_Exercise materials_
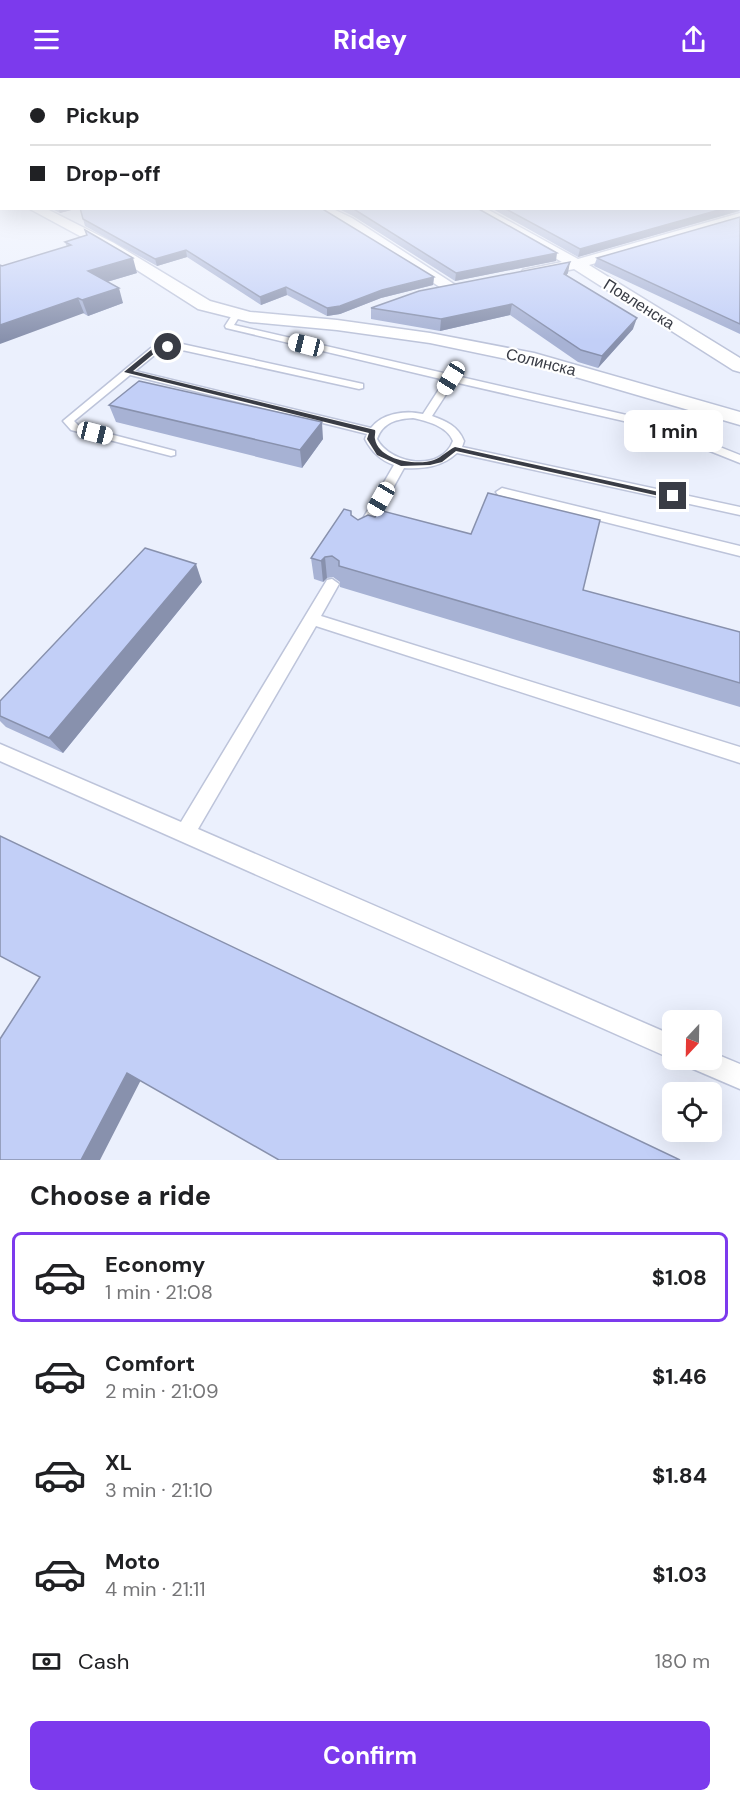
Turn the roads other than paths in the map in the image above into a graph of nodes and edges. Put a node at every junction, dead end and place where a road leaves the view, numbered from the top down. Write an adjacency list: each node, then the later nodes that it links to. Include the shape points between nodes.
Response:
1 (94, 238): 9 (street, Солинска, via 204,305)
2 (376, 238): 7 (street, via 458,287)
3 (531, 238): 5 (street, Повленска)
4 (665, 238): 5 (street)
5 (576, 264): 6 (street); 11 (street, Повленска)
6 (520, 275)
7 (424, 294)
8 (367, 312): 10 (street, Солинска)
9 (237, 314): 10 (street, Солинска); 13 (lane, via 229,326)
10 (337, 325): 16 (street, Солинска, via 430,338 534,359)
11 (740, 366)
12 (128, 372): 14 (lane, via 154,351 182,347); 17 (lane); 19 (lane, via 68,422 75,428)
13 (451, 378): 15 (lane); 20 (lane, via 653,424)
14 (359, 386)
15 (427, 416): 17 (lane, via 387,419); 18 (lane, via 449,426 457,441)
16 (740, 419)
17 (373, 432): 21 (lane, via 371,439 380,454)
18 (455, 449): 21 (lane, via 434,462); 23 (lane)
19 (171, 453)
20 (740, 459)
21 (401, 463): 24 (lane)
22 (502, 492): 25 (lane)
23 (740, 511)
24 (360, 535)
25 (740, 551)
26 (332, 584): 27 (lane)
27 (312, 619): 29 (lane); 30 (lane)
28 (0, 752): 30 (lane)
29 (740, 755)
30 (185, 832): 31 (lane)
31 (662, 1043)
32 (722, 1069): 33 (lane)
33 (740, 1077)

--

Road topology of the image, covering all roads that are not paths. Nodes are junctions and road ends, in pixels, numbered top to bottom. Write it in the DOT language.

_Exercise prompt_
Filter the data down to the lines that contain the string "roads", and copy them.

_Exercise result_
Turn the roads other than paths in the map in the image above into a graph of nodes and edges. Put a node at every junction, dead end and place where a road leaves the view, numbered from the top down. Write an adjacency list: each node, then the later nodes that it links to. Include the shape points between nodes.
Road topology of the image, covering all roads that are not paths. Nodes are junctions and road ends, in pixels, numbered top to bottom. Write it in the DOT language.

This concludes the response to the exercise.